Fabien Centonze (FC Metz) : «Franchement, on ne s’attendait pas à être là»

Confortablement installé à la dixième place, le FC Metz a connu plus qu’une saison agréable. A son poste, Fabien Centonze signe un solide exercice défensif. La naissance de Voiron avec FF regarde la position du défenseur droit et les progrès qu’il peut encore prédire.

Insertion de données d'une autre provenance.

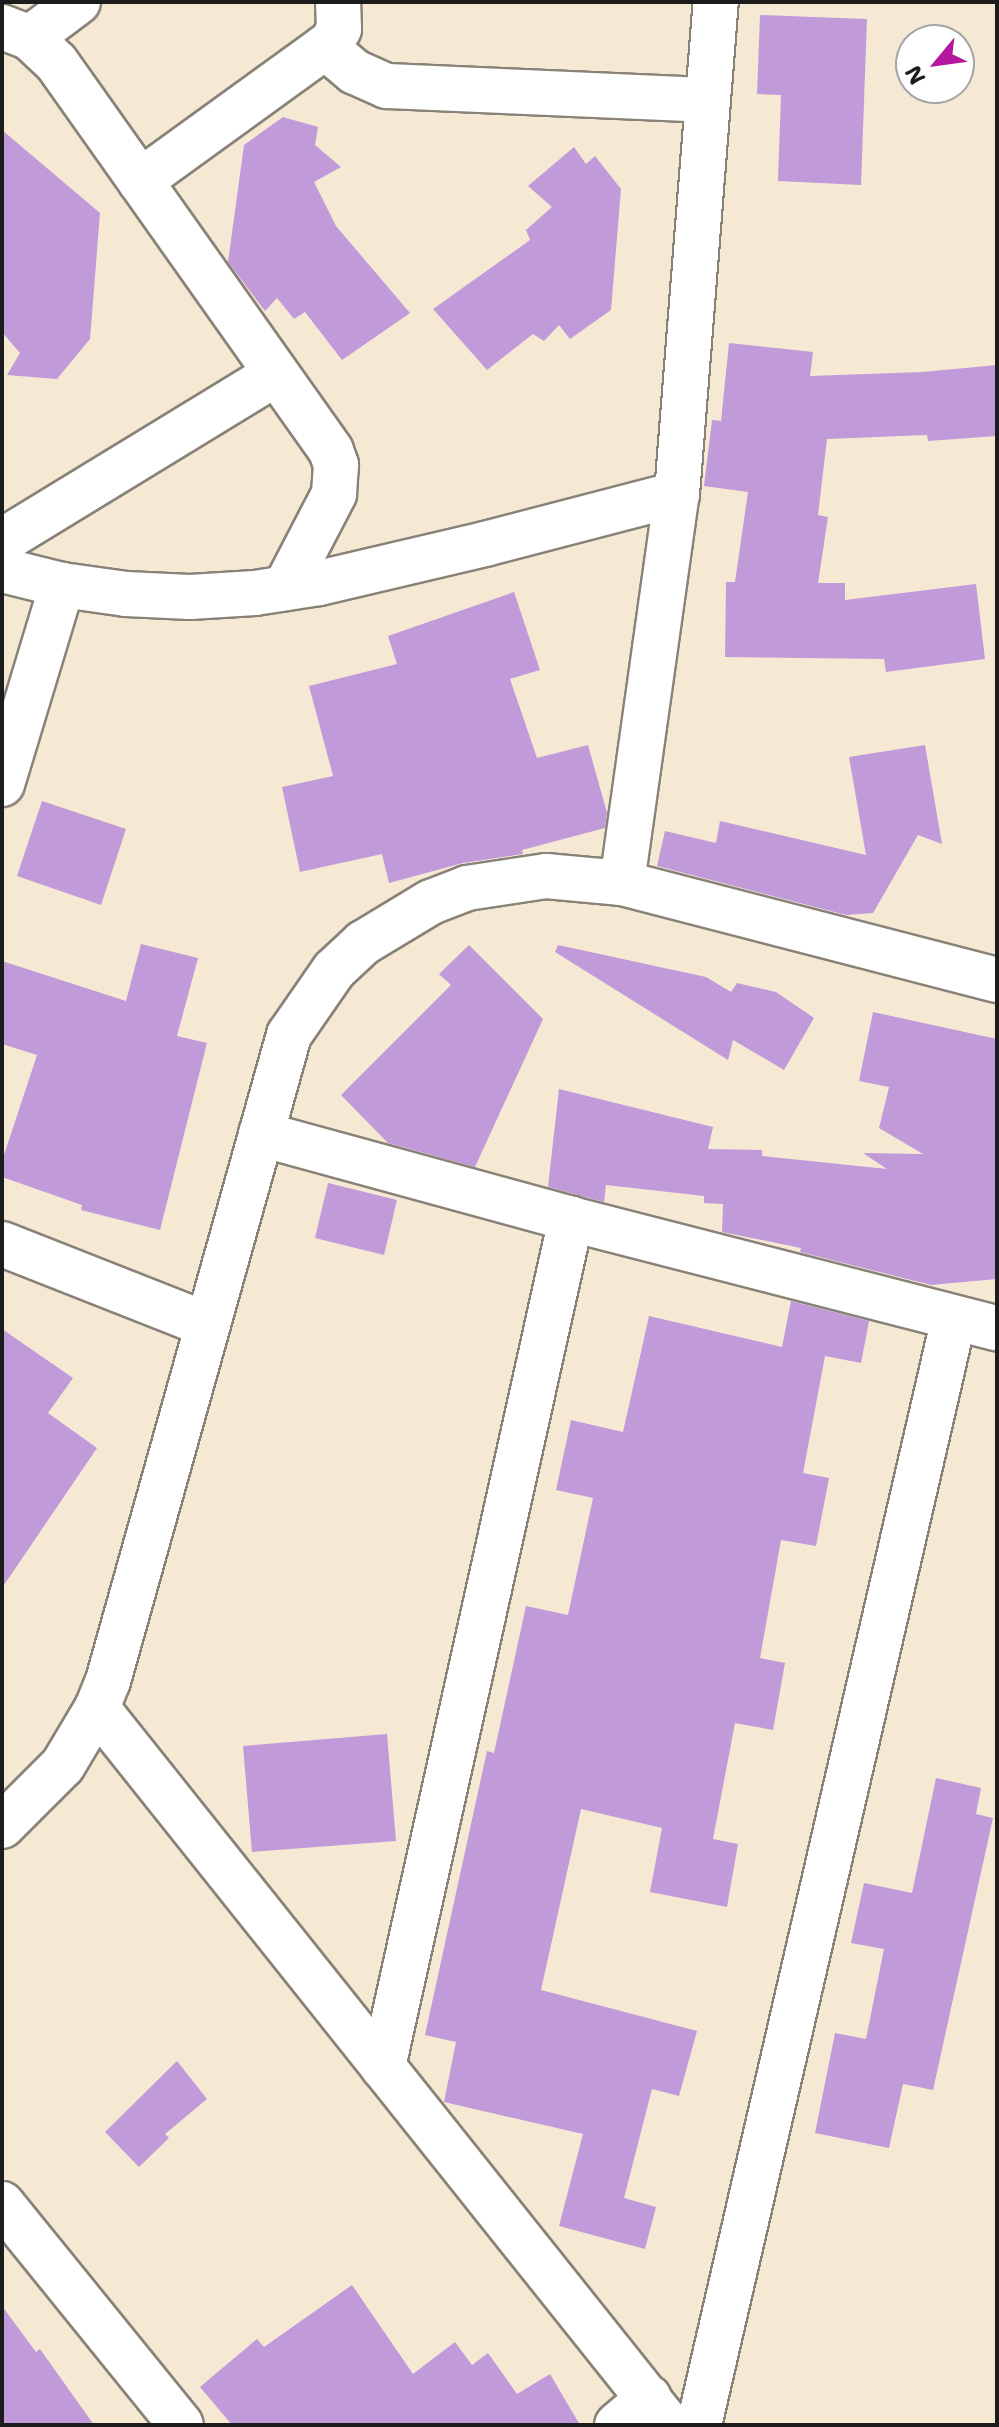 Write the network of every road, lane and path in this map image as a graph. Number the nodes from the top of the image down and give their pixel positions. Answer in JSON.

« Ancien milieu de terrain, tu te souviens du jour où tu as pris du recul? J’ai dû rejoindre l’équipe CFA avec Evian Thonon Gaillard. Le club venait de reléguer de la Ligue 1 et beaucoup de gens sont partis. Alors ETG a appelé beaucoup de jeunes, Toute la préparation nous l’avons fait avec l’équipe pro et petit à petit les joueurs sont revenus dans leur catégorie.Pour ma part, j’ai continué et avant la semaine dernière à Nîmes, pour ouvrir le tournoi, il y a eu une blessure, une autre a été interrompue: heureusement tous deux étaient de droite. L’entraîneur est venu me voir et m’a dit: « Vous êtes prêt à commencer. »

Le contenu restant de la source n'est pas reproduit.